It’s cold and gray out there, and we’ve been stuck at home for nearly a year, so let’s daydream about our next vacation… or vacation home. Instead of renting a place at the mountains or the beach, many individuals and families are purchasing a second home at their favorite getaway spot. According to national data, the demand for vacation homes surged in 2020. This past fall, the number of people applying for mortgages for second homes more than doubled compared to a year earlier.

According to data from the U.S. Census Bureau, there are more than 80,000 homes in Virginia that are classified as vacation homes, or, by the Census Bureau’s definition “vacant for seasonal, recreational, or occasional use.” We’ve identified counties where 20% or more of the total housing stock are vacation homes as “second home counties.”

Virginia’s Second Home Communities

These “second home counties” generally fall into one of two categories–mountain homes or water homes. The top two second home communities in Virginia are Bath County and Highland County, located in western Virginia. These small communities offer abundant natural resources and outdoor opportunities, including state parks, national forests, winter resorts, and warm springs.
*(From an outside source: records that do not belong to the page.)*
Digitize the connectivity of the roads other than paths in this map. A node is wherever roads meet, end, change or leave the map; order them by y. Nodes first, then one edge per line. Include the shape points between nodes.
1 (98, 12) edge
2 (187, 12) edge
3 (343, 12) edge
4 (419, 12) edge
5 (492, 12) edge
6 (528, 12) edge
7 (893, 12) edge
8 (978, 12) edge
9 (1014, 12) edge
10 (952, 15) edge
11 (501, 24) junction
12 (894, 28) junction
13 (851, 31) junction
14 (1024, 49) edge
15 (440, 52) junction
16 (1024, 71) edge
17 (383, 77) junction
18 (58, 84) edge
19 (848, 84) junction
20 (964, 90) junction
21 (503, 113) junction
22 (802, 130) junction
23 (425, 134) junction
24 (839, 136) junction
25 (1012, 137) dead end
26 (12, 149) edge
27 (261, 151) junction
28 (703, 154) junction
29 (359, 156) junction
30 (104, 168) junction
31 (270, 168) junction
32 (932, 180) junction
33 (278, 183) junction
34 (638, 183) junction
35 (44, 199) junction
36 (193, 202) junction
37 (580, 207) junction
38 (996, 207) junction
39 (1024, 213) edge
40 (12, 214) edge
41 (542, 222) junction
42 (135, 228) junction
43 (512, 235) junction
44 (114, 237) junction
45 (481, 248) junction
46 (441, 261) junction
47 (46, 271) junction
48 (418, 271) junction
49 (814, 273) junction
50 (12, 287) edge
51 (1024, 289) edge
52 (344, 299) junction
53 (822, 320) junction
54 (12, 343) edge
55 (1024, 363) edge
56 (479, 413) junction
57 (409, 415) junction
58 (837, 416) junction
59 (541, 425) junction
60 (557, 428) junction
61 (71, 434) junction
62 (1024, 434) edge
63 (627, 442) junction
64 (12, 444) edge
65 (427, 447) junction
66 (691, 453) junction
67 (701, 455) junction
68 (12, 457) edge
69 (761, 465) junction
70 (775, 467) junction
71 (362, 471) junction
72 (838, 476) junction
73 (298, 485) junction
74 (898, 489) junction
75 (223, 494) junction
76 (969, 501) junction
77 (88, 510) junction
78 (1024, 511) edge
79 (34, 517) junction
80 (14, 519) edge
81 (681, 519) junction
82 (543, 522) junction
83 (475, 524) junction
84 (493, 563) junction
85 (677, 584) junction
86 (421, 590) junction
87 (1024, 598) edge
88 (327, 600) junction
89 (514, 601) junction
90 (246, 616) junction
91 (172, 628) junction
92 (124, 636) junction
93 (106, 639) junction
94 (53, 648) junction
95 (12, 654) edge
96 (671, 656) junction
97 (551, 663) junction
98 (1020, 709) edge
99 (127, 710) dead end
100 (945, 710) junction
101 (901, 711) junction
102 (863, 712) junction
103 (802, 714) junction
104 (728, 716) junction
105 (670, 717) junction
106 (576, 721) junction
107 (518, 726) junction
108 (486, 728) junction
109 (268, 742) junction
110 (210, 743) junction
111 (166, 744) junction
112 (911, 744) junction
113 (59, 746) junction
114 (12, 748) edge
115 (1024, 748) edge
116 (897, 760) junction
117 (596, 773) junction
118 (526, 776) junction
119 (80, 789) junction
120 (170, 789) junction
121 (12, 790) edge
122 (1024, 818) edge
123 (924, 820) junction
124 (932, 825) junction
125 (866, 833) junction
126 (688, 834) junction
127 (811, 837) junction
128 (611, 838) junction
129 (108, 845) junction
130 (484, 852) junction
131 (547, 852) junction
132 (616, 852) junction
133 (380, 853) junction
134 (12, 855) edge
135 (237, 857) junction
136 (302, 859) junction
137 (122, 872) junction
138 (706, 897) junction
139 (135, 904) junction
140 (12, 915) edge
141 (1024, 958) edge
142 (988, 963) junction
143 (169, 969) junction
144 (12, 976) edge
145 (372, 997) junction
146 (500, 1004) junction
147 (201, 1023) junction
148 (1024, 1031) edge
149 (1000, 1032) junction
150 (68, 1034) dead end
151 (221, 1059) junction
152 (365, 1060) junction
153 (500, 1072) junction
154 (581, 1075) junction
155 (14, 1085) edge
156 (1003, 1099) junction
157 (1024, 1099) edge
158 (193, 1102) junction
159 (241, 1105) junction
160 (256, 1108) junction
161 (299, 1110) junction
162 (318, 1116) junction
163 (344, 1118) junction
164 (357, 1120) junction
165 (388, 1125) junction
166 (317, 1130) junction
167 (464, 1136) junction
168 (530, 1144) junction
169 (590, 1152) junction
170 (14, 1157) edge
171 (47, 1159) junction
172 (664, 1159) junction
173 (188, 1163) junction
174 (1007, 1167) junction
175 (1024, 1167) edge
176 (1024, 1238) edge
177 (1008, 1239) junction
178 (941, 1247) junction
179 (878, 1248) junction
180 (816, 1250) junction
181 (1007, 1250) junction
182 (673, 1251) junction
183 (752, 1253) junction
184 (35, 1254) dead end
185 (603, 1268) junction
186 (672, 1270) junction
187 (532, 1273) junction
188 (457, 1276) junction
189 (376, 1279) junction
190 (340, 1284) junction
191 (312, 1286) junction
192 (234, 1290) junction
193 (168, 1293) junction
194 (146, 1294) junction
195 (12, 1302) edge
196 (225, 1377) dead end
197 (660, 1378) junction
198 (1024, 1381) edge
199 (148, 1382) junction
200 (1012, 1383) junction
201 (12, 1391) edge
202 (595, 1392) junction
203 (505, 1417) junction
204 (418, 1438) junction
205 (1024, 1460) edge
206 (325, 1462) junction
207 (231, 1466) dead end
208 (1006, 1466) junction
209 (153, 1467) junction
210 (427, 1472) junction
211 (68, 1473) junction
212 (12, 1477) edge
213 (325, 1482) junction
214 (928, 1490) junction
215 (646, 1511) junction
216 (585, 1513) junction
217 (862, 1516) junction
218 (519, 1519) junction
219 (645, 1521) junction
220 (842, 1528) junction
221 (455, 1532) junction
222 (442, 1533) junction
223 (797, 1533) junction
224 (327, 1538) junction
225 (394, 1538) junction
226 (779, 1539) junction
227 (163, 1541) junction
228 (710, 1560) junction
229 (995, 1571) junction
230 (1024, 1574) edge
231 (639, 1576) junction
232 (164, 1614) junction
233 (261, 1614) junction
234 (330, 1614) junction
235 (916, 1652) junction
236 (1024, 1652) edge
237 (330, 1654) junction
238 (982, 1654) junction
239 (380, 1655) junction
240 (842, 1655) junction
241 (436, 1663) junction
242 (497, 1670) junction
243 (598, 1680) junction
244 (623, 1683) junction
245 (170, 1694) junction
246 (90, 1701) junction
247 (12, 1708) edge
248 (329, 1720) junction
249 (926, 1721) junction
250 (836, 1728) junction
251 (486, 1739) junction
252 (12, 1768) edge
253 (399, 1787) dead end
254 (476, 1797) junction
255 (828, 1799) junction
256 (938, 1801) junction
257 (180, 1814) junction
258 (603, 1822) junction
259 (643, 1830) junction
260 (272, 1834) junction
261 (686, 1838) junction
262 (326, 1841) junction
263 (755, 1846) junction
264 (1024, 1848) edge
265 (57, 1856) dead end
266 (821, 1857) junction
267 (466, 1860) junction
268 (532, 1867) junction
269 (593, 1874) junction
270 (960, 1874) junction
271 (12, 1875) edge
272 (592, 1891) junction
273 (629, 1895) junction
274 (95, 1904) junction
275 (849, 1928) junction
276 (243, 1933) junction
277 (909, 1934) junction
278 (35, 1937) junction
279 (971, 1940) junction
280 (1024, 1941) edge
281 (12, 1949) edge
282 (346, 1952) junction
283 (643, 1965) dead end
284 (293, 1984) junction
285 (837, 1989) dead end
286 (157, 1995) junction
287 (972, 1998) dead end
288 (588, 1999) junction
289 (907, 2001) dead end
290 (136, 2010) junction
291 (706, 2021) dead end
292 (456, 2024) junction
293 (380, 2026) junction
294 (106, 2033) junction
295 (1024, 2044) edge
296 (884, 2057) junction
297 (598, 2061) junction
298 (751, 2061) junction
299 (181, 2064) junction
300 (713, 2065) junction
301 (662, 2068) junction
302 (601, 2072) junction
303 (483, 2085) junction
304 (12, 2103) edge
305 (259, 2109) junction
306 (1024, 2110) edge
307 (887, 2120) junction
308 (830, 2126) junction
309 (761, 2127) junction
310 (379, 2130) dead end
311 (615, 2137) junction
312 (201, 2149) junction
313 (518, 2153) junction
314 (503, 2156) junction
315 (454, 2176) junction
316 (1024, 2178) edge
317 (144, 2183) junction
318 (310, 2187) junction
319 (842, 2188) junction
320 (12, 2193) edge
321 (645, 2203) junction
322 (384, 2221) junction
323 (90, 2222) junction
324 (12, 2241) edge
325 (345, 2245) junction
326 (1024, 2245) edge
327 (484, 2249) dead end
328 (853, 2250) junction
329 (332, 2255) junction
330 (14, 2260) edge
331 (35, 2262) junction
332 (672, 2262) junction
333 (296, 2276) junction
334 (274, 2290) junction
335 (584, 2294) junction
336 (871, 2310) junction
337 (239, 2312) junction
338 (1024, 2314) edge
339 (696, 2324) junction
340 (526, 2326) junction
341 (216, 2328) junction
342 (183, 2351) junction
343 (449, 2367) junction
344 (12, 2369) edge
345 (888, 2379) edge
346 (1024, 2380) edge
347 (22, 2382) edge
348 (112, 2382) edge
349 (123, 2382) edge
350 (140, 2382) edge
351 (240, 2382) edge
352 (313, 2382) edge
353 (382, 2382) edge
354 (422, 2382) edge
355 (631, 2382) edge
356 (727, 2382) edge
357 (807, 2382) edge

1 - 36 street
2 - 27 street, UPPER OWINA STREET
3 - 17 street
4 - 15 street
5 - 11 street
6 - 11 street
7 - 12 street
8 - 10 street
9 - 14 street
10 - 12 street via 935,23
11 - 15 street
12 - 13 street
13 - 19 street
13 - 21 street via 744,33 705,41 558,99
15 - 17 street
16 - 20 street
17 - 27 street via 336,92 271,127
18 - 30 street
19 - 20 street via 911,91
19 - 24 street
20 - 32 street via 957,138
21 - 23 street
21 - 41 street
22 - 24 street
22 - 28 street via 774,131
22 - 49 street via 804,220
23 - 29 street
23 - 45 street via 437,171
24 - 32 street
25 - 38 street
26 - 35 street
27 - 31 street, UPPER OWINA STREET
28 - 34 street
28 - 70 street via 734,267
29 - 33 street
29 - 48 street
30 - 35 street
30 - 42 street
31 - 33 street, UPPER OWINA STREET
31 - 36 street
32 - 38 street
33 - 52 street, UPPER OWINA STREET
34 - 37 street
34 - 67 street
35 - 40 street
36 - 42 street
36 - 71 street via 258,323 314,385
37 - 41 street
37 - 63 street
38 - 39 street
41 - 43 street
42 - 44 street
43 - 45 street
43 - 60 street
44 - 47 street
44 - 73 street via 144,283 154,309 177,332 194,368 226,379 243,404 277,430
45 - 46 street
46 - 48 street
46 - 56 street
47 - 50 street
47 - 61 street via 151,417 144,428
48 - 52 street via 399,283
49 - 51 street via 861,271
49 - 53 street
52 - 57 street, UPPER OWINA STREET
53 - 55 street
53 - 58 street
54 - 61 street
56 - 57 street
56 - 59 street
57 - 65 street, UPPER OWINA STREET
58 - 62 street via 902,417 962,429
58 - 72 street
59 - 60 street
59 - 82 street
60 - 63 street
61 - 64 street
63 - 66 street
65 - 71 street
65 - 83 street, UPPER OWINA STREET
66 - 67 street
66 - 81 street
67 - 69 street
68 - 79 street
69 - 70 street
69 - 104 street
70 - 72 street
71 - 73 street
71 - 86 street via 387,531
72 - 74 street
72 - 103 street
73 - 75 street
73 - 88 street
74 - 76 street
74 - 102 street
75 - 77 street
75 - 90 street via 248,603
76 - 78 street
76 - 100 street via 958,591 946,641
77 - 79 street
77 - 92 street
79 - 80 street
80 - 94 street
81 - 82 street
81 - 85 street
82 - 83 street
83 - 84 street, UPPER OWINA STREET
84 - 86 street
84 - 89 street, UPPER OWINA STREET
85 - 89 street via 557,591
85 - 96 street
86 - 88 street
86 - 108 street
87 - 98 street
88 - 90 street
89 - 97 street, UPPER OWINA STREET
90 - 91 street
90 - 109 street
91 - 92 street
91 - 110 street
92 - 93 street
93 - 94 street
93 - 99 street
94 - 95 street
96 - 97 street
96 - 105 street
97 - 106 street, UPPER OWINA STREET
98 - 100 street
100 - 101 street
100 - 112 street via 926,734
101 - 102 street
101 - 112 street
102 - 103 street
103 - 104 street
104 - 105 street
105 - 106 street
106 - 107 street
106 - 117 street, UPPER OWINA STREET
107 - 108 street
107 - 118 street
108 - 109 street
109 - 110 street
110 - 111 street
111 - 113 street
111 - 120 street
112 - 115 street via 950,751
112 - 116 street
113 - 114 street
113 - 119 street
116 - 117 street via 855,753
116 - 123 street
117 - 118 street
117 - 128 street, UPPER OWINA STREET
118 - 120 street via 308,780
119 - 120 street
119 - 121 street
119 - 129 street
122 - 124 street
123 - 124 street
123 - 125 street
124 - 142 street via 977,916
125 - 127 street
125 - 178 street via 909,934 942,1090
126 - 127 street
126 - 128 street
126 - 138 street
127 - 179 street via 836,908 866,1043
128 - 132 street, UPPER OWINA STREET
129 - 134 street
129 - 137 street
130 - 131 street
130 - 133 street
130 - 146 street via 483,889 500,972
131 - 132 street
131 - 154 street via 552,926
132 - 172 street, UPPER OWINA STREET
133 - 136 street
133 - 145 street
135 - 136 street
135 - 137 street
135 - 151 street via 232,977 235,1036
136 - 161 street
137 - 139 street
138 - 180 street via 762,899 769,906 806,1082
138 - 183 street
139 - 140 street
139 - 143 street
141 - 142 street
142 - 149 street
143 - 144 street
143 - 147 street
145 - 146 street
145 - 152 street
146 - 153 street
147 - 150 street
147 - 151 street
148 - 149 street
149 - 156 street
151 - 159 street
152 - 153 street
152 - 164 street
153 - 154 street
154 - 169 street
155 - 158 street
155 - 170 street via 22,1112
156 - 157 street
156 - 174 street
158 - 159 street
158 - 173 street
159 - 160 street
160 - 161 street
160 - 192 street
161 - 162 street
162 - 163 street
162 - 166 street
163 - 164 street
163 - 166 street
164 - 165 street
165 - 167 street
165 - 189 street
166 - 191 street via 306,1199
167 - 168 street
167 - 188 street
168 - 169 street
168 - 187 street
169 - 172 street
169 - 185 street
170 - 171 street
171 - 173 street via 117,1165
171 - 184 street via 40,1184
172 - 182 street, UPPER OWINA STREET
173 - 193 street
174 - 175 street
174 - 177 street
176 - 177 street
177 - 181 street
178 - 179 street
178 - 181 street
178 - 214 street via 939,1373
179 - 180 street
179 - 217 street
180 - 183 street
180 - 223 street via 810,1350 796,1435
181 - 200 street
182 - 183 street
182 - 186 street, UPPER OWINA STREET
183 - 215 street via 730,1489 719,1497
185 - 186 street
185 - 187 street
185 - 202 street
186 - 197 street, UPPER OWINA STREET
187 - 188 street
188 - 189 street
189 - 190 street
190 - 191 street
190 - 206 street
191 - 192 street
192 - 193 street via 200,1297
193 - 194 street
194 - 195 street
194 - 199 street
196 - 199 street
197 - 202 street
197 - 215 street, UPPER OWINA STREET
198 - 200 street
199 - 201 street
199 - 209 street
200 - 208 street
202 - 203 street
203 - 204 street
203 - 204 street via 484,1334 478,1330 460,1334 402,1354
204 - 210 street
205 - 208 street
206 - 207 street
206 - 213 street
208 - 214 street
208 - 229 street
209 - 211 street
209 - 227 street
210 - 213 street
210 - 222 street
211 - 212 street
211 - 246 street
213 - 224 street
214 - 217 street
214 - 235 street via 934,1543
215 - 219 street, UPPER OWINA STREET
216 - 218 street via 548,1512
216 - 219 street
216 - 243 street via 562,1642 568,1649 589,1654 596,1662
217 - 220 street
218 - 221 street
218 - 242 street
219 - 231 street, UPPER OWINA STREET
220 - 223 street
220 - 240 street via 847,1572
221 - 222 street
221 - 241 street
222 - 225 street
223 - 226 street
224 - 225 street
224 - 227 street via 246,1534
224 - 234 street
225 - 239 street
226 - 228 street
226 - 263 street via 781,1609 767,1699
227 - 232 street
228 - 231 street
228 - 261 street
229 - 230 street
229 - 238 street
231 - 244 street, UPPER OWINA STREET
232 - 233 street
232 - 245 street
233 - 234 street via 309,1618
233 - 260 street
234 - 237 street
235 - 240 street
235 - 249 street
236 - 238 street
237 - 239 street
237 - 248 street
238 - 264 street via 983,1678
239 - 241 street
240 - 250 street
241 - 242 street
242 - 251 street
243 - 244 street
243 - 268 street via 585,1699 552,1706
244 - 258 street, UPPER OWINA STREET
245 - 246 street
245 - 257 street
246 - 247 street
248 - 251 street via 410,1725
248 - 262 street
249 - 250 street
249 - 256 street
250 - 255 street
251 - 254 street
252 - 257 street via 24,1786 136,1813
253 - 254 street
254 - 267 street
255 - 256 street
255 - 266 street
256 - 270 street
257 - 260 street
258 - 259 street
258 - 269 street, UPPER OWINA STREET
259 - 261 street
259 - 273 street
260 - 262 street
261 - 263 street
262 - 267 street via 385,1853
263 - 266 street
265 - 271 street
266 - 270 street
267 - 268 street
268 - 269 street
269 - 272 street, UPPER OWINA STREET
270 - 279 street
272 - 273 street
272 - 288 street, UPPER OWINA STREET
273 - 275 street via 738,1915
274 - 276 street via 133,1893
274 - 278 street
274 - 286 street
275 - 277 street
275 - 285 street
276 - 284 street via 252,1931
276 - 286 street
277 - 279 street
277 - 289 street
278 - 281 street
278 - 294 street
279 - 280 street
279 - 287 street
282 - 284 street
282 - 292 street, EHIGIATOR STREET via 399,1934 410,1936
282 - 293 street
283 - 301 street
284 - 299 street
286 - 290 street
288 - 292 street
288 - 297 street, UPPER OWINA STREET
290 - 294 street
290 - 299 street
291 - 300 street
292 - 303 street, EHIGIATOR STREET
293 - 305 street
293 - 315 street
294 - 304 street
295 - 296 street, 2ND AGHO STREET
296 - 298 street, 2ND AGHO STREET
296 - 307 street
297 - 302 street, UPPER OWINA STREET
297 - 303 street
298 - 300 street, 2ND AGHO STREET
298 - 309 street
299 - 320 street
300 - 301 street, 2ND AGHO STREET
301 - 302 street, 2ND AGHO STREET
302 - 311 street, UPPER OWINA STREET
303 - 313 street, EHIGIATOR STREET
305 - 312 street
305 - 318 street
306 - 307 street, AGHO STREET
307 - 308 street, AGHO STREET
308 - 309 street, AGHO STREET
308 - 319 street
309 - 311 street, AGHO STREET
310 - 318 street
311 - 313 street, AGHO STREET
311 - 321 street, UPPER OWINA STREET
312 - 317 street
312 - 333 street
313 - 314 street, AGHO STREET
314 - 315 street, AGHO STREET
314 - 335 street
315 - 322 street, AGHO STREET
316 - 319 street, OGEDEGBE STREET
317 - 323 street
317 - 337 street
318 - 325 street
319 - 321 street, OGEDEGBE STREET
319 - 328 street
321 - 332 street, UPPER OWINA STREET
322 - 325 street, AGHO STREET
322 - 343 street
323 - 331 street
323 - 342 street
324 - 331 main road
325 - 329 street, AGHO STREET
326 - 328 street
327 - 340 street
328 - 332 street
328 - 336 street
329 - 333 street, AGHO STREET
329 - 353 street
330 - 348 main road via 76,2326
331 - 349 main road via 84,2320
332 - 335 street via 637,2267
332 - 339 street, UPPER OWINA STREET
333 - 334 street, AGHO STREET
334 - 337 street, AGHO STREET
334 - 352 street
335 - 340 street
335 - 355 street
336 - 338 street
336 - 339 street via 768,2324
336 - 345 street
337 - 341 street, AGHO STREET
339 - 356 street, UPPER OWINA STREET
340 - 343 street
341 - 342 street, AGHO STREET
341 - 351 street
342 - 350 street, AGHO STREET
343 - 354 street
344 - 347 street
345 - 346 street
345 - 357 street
More than 200 miles away, Chesapeake Bay communities are also big draws for vacationers. Middlesex County and Mathews County on the Middle Peninsula both have large shares of vacation homes.

Top 10 Second Home Communities

The Vacation Home Market in Virginia

In 2020, home sales activity in second home communities in Virginia was very strong. Statewide, the number of home sales was up 11% in 2020 compared to 2019. In most second home communities, however, the number of home sales increased at a much faster rate. For example, while there were just 46 home sales in Bath County in 2020, that number was up 53% compared to a year earlier. In Northumberland County, on the Northern Neck, there were 442 home sales in 2020, a 58% increase. Sales were up 64% in Lancaster County.

Home prices tend to be lower in the state’s second home communities. But in 2020, prices accelerated much faster in these vacation home markets. Statewide, the median home price was up by 8% in 2020. In most second home markets, home sales prices increased more than twice as fast. For example, in Mecklenburg County on the North Carolina border, where they market themselves as having more shoreline than highway, the median sales price in 2020 was $189,450, which is up 25% compared to a year earlier.

Outlook for Vacation Homes in 2021

Looking ahead, the demand for second homes is likely to stay very strong in 2021. High and rising prices in the state’s urban markets, continued work from home (at least part-time work from home), and record high personal savings rates will have people interested in a second home, either for their personal vacation use or as an investment.